Living by faith is an invitation to be a beacon of hope and light in a world that can be so dark at times and refusing to be overpowered or crushed by what goes on around us. In recent years far too many have chosen to live by fear rather than by faith, but the vocation of those who claim the name Christian is to be a faith-filled sign of contradiction and hope.

This same challenge was present in the time of Paul and his followers. Guarding the treasure — rekindling the gift of God — both are good metaphors for living by faith. The author of 2 Timothy exhorts his audience not to live by fear for the Spirit of God that has been given to believers is definitely not the spirit of cowardice but power and love. But these can be merely empty words unless we live and walk in that Spirit. The resistance that we meet from outside of ourselves to the Gospel should not make us retreat into silence and passivity. On the other hand, we should be equally vigilant for the resistance that arises within us.  
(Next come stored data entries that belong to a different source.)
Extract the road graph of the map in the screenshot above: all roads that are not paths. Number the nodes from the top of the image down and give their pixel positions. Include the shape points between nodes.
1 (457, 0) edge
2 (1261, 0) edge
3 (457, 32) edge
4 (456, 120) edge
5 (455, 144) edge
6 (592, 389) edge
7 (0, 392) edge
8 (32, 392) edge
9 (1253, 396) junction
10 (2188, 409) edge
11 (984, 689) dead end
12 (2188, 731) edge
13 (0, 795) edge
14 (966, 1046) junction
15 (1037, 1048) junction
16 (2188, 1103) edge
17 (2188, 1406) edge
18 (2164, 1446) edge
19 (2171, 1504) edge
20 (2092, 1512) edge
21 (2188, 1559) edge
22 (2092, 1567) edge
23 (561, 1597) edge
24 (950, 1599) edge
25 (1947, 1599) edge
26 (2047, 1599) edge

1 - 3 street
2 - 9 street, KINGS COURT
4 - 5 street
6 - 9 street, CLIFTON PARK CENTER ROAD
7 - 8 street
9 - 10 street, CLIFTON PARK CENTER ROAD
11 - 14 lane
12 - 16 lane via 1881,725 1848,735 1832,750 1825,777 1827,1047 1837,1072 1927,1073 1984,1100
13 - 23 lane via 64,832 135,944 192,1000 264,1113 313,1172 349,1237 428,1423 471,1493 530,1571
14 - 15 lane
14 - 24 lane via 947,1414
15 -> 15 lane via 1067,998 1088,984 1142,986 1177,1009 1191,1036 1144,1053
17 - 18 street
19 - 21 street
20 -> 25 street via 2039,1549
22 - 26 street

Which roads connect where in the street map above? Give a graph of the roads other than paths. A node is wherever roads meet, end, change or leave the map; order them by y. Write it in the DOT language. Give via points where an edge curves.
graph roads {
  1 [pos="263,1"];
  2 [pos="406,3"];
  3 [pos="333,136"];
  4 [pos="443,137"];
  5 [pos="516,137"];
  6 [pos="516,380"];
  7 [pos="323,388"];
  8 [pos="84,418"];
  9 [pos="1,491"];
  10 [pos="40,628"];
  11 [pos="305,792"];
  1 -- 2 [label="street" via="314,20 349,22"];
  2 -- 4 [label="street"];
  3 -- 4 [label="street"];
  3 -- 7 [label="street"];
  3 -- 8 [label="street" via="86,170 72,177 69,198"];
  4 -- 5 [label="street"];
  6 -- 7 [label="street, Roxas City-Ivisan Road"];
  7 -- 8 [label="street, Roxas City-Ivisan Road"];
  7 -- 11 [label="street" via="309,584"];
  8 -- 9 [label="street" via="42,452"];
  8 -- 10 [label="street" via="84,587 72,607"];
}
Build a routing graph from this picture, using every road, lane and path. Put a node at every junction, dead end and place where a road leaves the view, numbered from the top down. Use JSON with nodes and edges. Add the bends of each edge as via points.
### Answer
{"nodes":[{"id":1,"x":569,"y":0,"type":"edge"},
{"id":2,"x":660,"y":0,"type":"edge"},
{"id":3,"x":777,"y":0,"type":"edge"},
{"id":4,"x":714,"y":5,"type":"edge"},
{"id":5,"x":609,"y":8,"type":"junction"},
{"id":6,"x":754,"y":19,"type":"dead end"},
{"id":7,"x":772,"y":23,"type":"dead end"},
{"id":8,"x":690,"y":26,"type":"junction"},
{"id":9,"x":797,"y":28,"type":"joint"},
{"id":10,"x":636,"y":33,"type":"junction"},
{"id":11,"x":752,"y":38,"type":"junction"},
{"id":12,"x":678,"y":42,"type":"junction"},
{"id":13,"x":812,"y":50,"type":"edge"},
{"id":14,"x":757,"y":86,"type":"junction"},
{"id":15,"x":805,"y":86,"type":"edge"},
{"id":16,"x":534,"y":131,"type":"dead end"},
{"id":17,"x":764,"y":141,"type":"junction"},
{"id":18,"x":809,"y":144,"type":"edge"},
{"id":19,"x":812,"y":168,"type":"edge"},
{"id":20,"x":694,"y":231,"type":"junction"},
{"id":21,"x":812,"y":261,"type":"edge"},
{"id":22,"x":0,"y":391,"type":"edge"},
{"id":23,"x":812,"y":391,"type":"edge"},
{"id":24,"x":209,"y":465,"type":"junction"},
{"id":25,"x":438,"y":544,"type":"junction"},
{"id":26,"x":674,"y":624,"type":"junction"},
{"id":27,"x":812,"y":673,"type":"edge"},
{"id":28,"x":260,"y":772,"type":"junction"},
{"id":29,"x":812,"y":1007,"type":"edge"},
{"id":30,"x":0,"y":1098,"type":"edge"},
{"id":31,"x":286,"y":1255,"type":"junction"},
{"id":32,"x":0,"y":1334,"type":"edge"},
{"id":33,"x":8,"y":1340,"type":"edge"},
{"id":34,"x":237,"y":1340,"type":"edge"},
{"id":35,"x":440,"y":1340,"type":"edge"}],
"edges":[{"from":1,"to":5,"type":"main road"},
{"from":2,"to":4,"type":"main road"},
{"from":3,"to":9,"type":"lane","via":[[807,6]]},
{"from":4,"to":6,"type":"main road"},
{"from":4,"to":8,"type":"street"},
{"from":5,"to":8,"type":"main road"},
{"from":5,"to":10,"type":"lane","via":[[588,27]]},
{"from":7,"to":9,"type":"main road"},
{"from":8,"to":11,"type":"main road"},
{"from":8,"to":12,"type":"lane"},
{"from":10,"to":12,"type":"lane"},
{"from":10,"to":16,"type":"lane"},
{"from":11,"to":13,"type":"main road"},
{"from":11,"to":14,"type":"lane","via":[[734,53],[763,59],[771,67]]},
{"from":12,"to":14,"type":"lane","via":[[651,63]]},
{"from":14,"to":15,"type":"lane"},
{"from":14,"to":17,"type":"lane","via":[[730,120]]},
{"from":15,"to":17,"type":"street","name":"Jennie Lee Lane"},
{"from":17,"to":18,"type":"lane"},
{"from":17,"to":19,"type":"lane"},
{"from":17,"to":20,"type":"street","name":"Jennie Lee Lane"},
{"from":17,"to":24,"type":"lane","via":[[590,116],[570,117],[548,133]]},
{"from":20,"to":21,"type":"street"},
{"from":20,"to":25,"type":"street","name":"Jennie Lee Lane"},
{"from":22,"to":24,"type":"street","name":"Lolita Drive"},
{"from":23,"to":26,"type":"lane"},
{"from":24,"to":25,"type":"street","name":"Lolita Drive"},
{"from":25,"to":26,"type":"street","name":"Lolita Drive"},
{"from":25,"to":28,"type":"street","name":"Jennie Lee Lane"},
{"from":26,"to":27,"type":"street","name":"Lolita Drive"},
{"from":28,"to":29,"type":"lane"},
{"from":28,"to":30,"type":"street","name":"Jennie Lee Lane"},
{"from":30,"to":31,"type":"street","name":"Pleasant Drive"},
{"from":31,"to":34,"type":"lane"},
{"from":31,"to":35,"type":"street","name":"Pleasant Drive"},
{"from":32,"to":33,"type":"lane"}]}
Faith is more than a nice sentiment or a proper attitude — it is also a form of power. No one takes a mustard seed seriously for it is so small and seemingly insignificant. But a comparable amount of pure and genuine faith has the power to uproot trees and move mountains. So it is in the midst of chaos and suffering. The faith that we have can actually be the catalyst for the transformation of our surroundings and the creation of a new order. When human efforts are done in faith they are joined with the power of God and marvellous things can happen. Negativity, cynicism and despair contribute nothing and can actually be destructive.

The parable of the master and slave that Jesus narrates to His audience serves to deflate human egos. If we live as people of faith and are examples of hope we should beware of patting ourselves on the back or painting ourselves as “good” or “holy.” After all, we have not really done anything exceptional. We are merely doing what we are supposed to do and living as God intended us to live when we were created. Putting saints, sages and reformers on a pedestal can lull us to sleep and distract us from the realization that they are no different than we are, they have merely awakened to their true nature and destiny. The joy of manifesting the image of God within us is our “reward” for a life of faith-filled service.